A minimal async actor-like framework written in Rust.
ludi is mostly a collection of traits which compose together to resemble an actor framework. It is not a full-featured actor framework for building massively concurrent applications deployed to horizontally scalable clusters, nor is it intended to be. Instead, ludi focuses on providing a lightweight library specifically for asynchronously managing shared local state via message channels. The provided abstractions support writing concurrent programs without directly relying on lock-based primitives and all the trickiness that comes with them.
Check out this blog post on tokio actors which serves as a nice introduction to this paradigm.
A pitfall of message-based synchronization, in this author's view, is the boilerplate that comes with it. To address this, ludi comes with (optional) macros which can be used to generate APIs which encapsulate the implementation details of message passing, and instead provide more ergonomic OOP-style interfaces (traits, methods).
This project was inspired by xtra, and spaad an extension crate built on it.
- Small
- Contains very little implementation code.
- Ergonomic
- Generate APIs which resemble lock-based interfaces.
- Safe
- ludi is
#![deny(unsafe_code)]
- ludi is
- Flexible
- Traits are public and low-level, extension crates can support more advanced features.

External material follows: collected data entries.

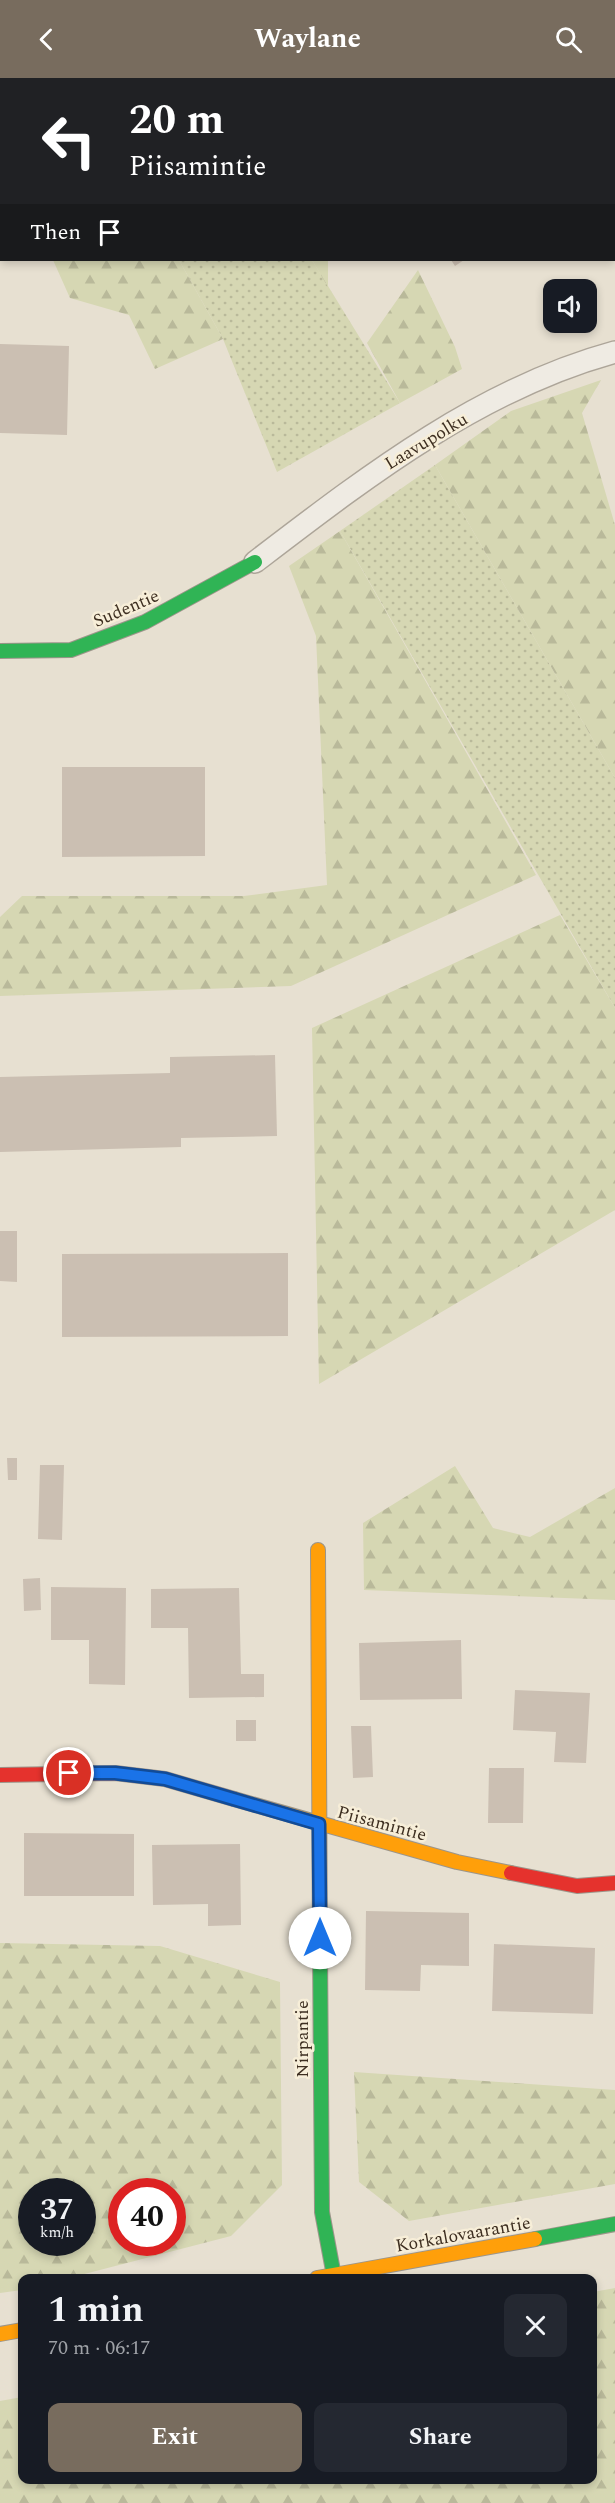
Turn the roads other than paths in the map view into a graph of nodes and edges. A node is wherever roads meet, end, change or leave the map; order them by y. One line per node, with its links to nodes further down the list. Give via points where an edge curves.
1 (615, 352): 2 (lane, Laavupolku, via 523,387 411,447)
2 (255, 562): 3 (street, Sudentie, via 145,622 71,650)
3 (0, 651)
4 (318, 1550): 6 (street, Nirpantie)
5 (0, 1775): 6 (street, Piisamintie, via 115,1773 165,1779)
6 (319, 1824): 7 (street, Piisamintie, via 468,1864 577,1886); 9 (street, Nirpantie, via 322,2212)
7 (615, 1883)
8 (615, 2224): 10 (street, Korkalovaarantie)
9 (334, 2274)
10 (345, 2274)
11 (18, 2331): 12 (street)
12 (0, 2334)

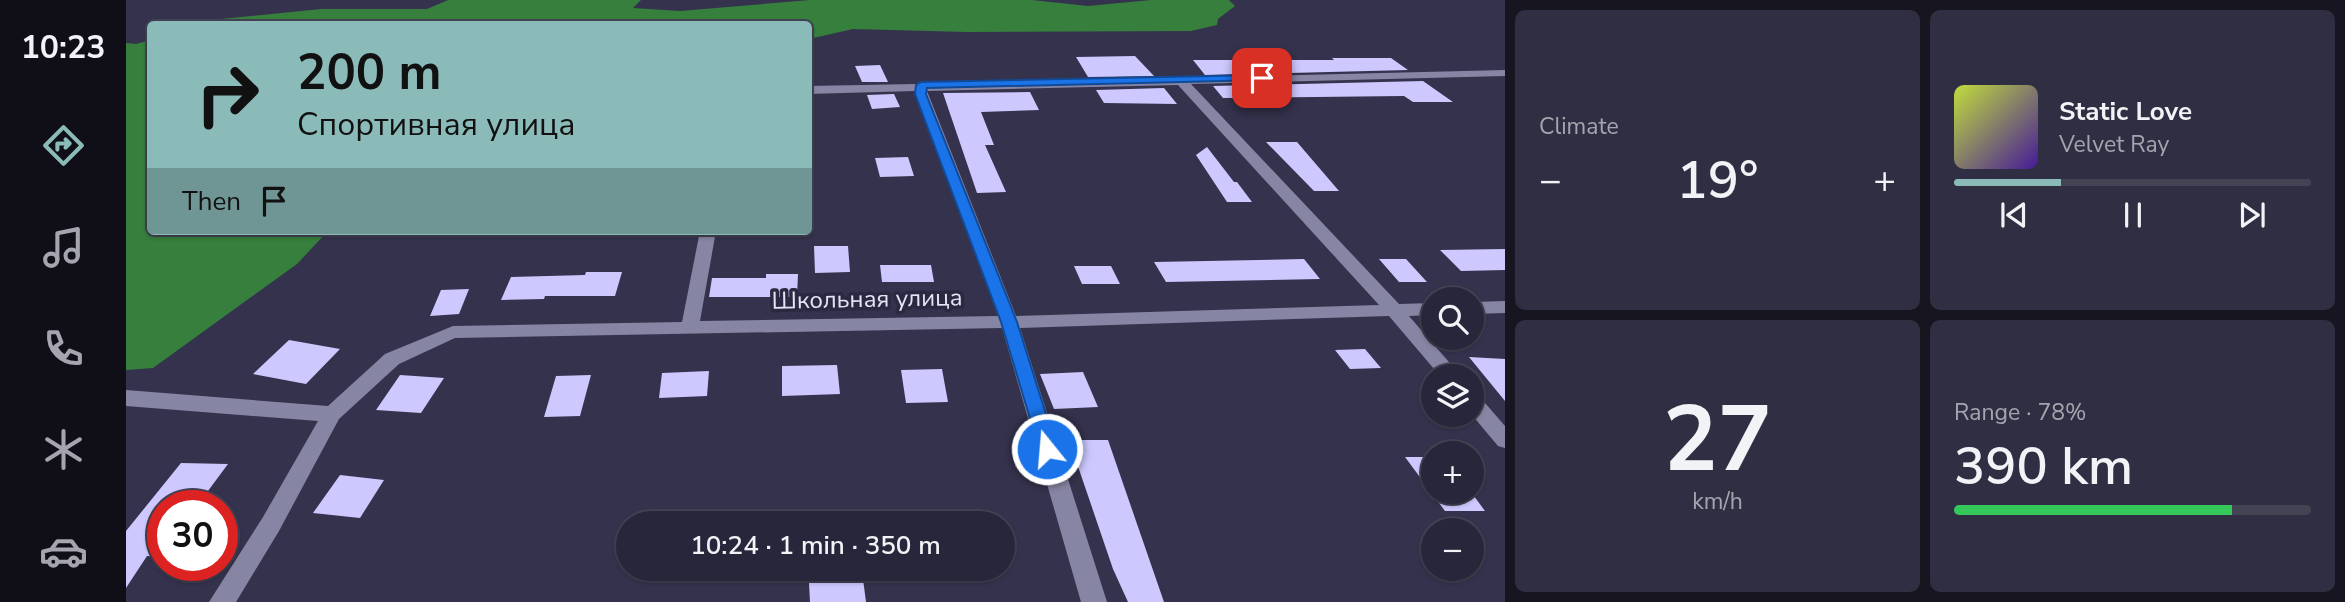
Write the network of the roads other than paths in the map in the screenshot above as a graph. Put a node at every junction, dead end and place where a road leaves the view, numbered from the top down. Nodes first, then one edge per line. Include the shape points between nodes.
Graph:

- ludi does not have to appear in your own API
- Executor agnostic
- Not coupled to a runtime such as
tokio, everything is built on std primitives. - Caveat: until RTN, async traits will include
Sendbounds
- Not coupled to a runtime such as
- Macros to kill boilerplate
- No magic, the boilerplate can be written by hand instead if that's your preference.
// Define an actor struct.
//
// We use the `Controller` macro to generate a controller for the actor.
#[derive(Default, ludi::Controller)]
struct CounterBoi {
count: usize,
}
impl ludi::Actor for CounterBoi {
type Stop = ();
type Error = ();
async fn stopped(&mut self) -> Result<Self::Stop, Self::Error> {
Ok(())
}
}
// Slap `#[interface]` on a trait to generate messages for it.
//
// The `msg(wrap)` attribute generates a wrapper message for the trait, called `CounterMsg`.
#[ludi::interface(msg(wrap))]
trait Counter {
/// Reset the counter to zero.
async fn reset(&self);
/// Return the current value of the counter.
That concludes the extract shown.